Omit every picture. Return all other data as it stands.

Task inputs:
***
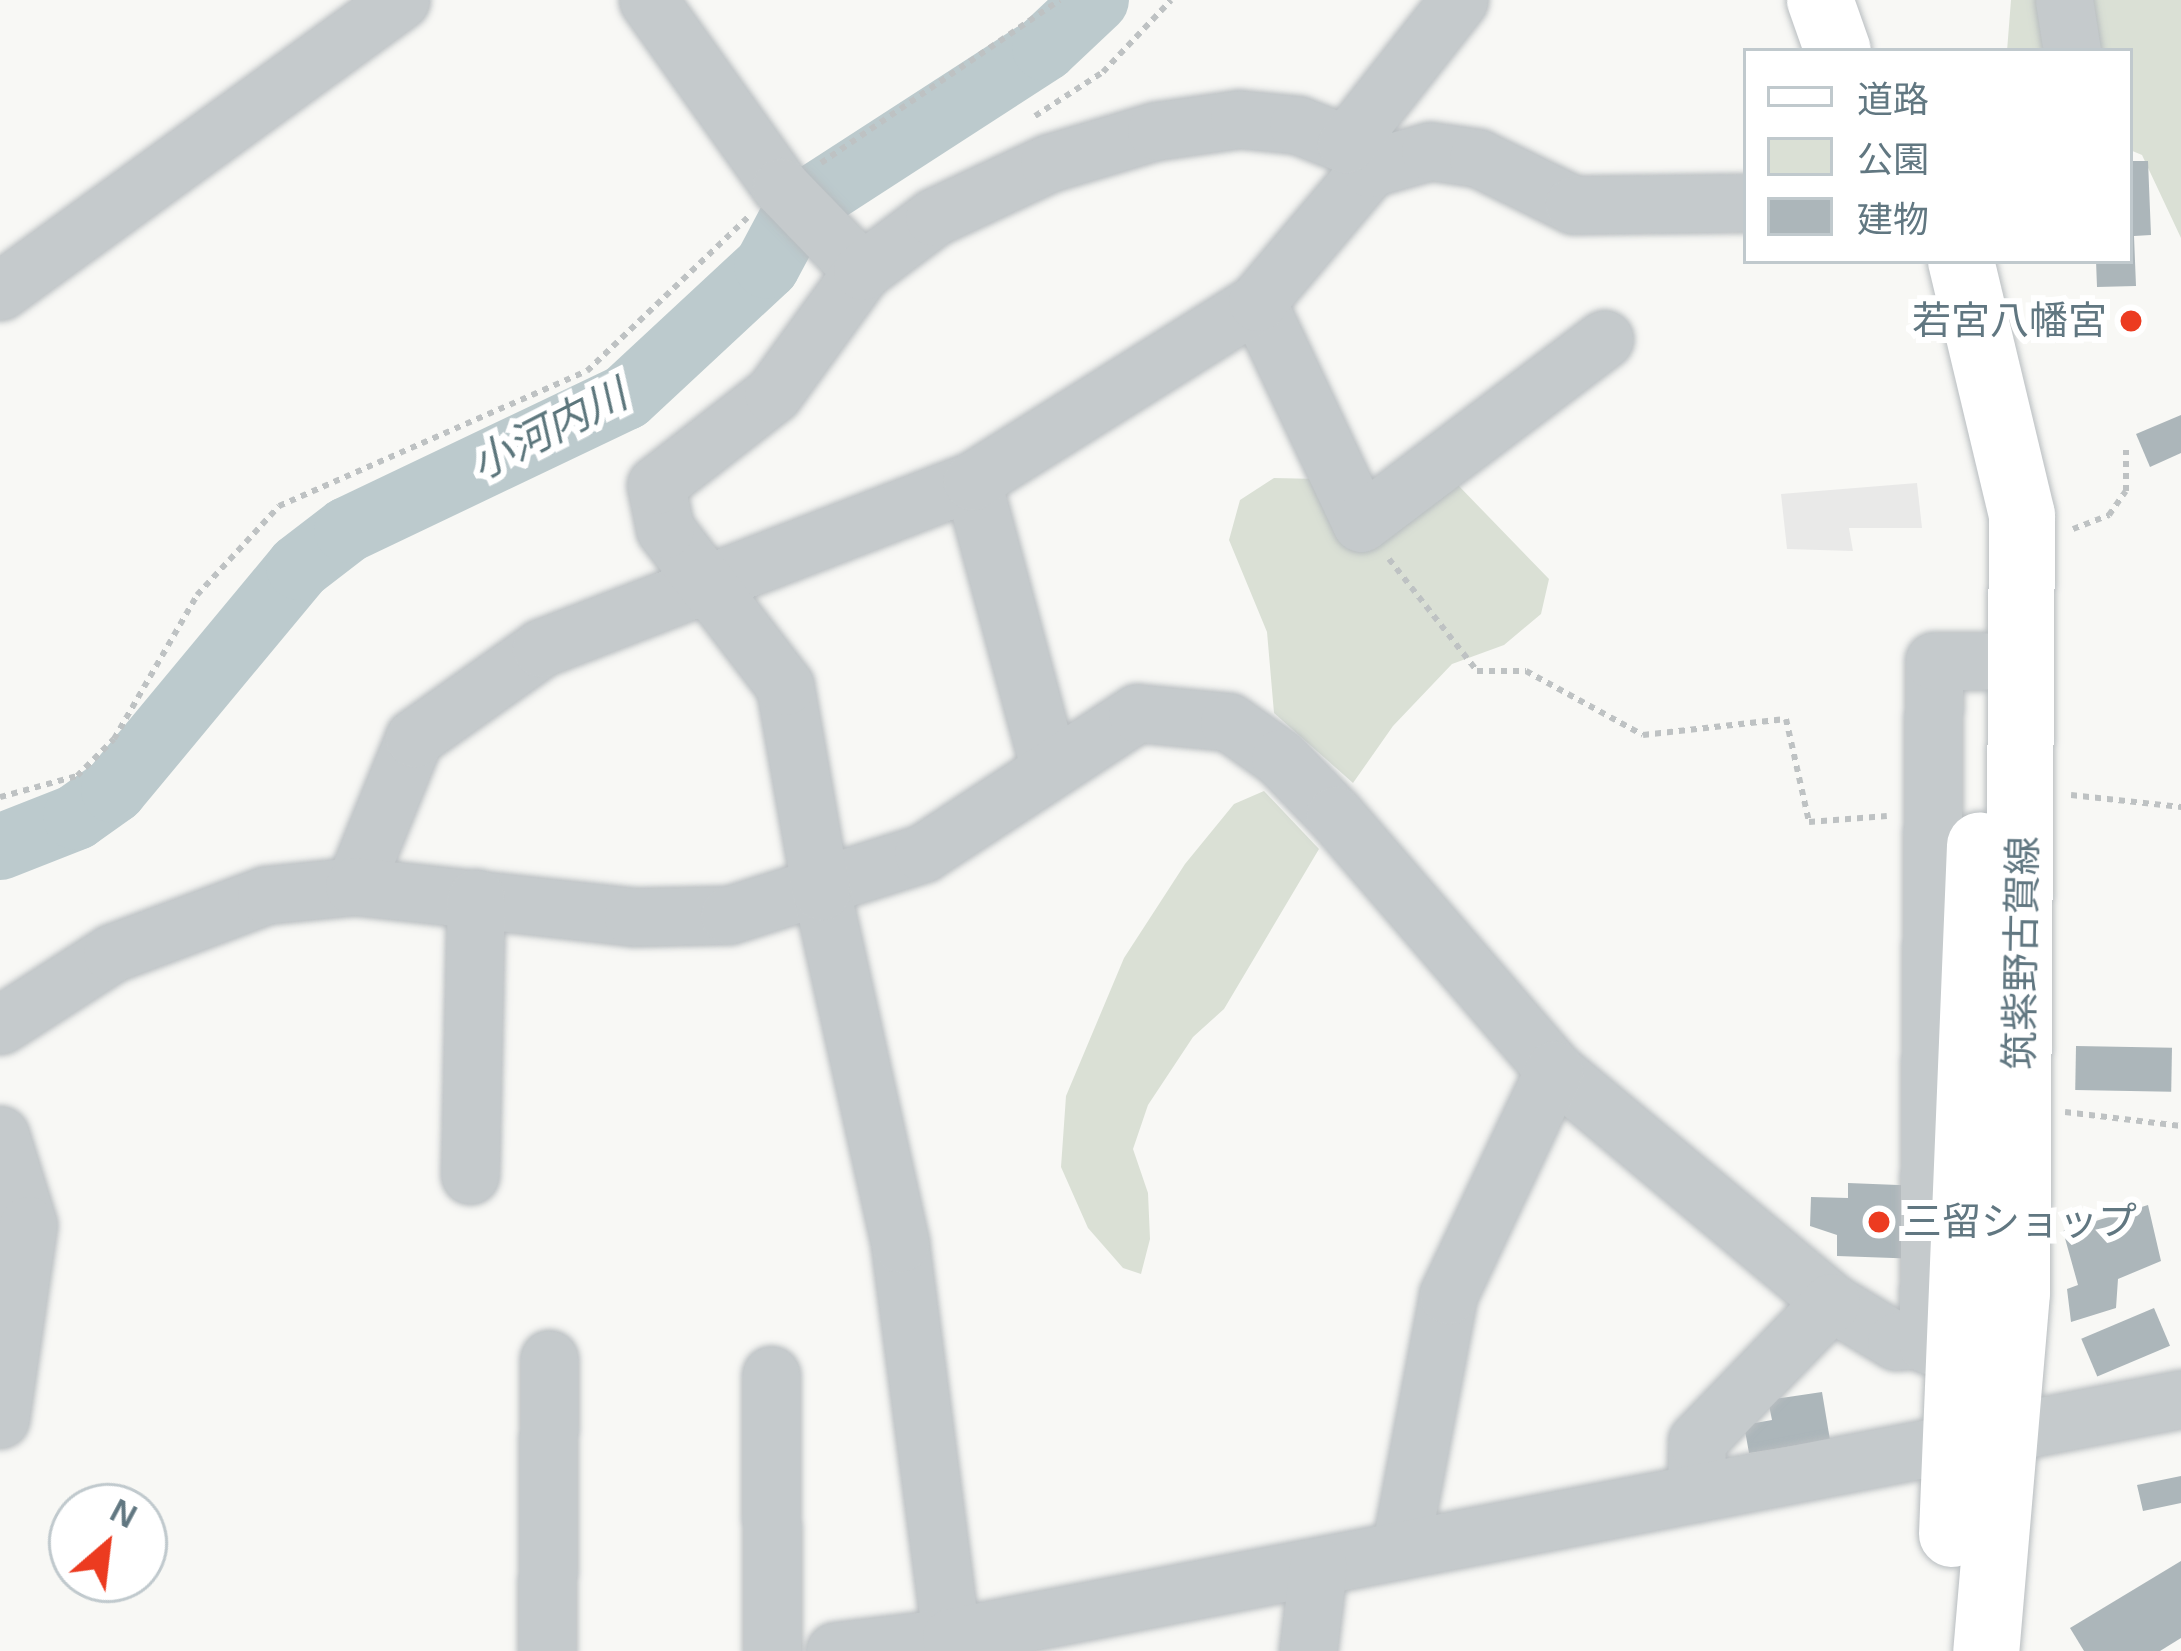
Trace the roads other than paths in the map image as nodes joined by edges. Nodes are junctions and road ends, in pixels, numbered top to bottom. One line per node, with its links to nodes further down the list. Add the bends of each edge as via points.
1 (400, 0): 15 (street)
2 (648, 0): 12 (street, via 781,187)
3 (1459, 0): 10 (street)
4 (1820, 0): 7 (main road)
5 (1866, 0): 8 (main road)
6 (2064, 0): 9 (street)
7 (1837, 48)
8 (1883, 48)
9 (2072, 48)
10 (1358, 156): 11 (street, via 1430,151 1478,158 1574,205); 12 (street, via 1298,125 1239,119 1156,131 1049,164 934,217); 16 (street)
11 (1743, 202)
12 (857, 264): 19 (street, via 772,394 656,485 665,529)
13 (1919, 264): 20 (main road, 筑紫野古賀線, via 1976,521)
14 (1961, 264): 35 (main road, 筑紫野古賀線, via 2022,515 2017,1293)
15 (0, 291)
16 (1257, 302): 17 (street, via 1361,523); 18 (street)
17 (1604, 338)
18 (972, 482): 19 (street); 21 (street)
19 (706, 581): 22 (street, via 541,648 414,738); 23 (street, via 785,686)
20 (1981, 661): 30 (main road, 筑紫野古賀線); 30 (street, via 1934,661)
21 (1049, 766): 23 (street, via 922,853); 26 (street, via 1137,713 1229,722 1280,758 1335,815)
22 (354, 886): 24 (street); 25 (street, via 266,895 186,922 112,953)
23 (821, 891): 24 (street, via 728,915 633,916); 39 (street, via 900,1244)
24 (476, 898): 28 (street)
25 (0, 1025)
26 (1554, 1070): 29 (street); 37 (street, via 1448,1294)
27 (0, 1136): 34 (street, via 28,1226)
28 (470, 1175)
29 (1831, 1302): 30 (street, via 1896,1341); 36 (street, via 1697,1441)
30 (1944, 1341): 35 (main road, 筑紫野古賀線)
31 (549, 1359): 40 (street)
32 (771, 1375): 41 (street)
33 (2181, 1399): 35 (street)
34 (0, 1419)
35 (1982, 1437): 36 (street); 44 (main road, 筑紫野古賀線); 45 (main road, 筑紫野古賀線)
36 (1696, 1492): 37 (street)
37 (1400, 1550): 38 (street)
38 (1318, 1567): 39 (street); 43 (street)
39 (951, 1637): 42 (street)
40 (547, 1651)
41 (772, 1651)
42 (835, 1651)
43 (1308, 1651)
44 (1941, 1651)
45 (1987, 1651)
***
Written response:
Trace the roads other than paths in the map image as nodes joined by edges. Nodes are junctions and road ends, in pixels, numbered top to bottom. One line per node, with its links to nodes further down the list. Add the bends of each edge as via points.
1 (400, 0): 15 (street)
2 (648, 0): 12 (street, via 781,187)
3 (1459, 0): 10 (street)
4 (1820, 0): 7 (main road)
5 (1866, 0): 8 (main road)
6 (2064, 0): 9 (street)
7 (1837, 48)
8 (1883, 48)
9 (2072, 48)
10 (1358, 156): 11 (street, via 1430,151 1478,158 1574,205); 12 (street, via 1298,125 1239,119 1156,131 1049,164 934,217); 16 (street)
11 (1743, 202)
12 (857, 264): 19 (street, via 772,394 656,485 665,529)
13 (1919, 264): 20 (main road, 筑紫野古賀線, via 1976,521)
14 (1961, 264): 35 (main road, 筑紫野古賀線, via 2022,515 2017,1293)
15 (0, 291)
16 (1257, 302): 17 (street, via 1361,523); 18 (street)
17 (1604, 338)
18 (972, 482): 19 (street); 21 (street)
19 (706, 581): 22 (street, via 541,648 414,738); 23 (street, via 785,686)
20 (1981, 661): 30 (main road, 筑紫野古賀線); 30 (street, via 1934,661)
21 (1049, 766): 23 (street, via 922,853); 26 (street, via 1137,713 1229,722 1280,758 1335,815)
22 (354, 886): 24 (street); 25 (street, via 266,895 186,922 112,953)
23 (821, 891): 24 (street, via 728,915 633,916); 39 (street, via 900,1244)
24 (476, 898): 28 (street)
25 (0, 1025)
26 (1554, 1070): 29 (street); 37 (street, via 1448,1294)
27 (0, 1136): 34 (street, via 28,1226)
28 (470, 1175)
29 (1831, 1302): 30 (street, via 1896,1341); 36 (street, via 1697,1441)
30 (1944, 1341): 35 (main road, 筑紫野古賀線)
31 (549, 1359): 40 (street)
32 (771, 1375): 41 (street)
33 (2181, 1399): 35 (street)
34 (0, 1419)
35 (1982, 1437): 36 (street); 44 (main road, 筑紫野古賀線); 45 (main road, 筑紫野古賀線)
36 (1696, 1492): 37 (street)
37 (1400, 1550): 38 (street)
38 (1318, 1567): 39 (street); 43 (street)
39 (951, 1637): 42 (street)
40 (547, 1651)
41 (772, 1651)
42 (835, 1651)
43 (1308, 1651)
44 (1941, 1651)
45 (1987, 1651)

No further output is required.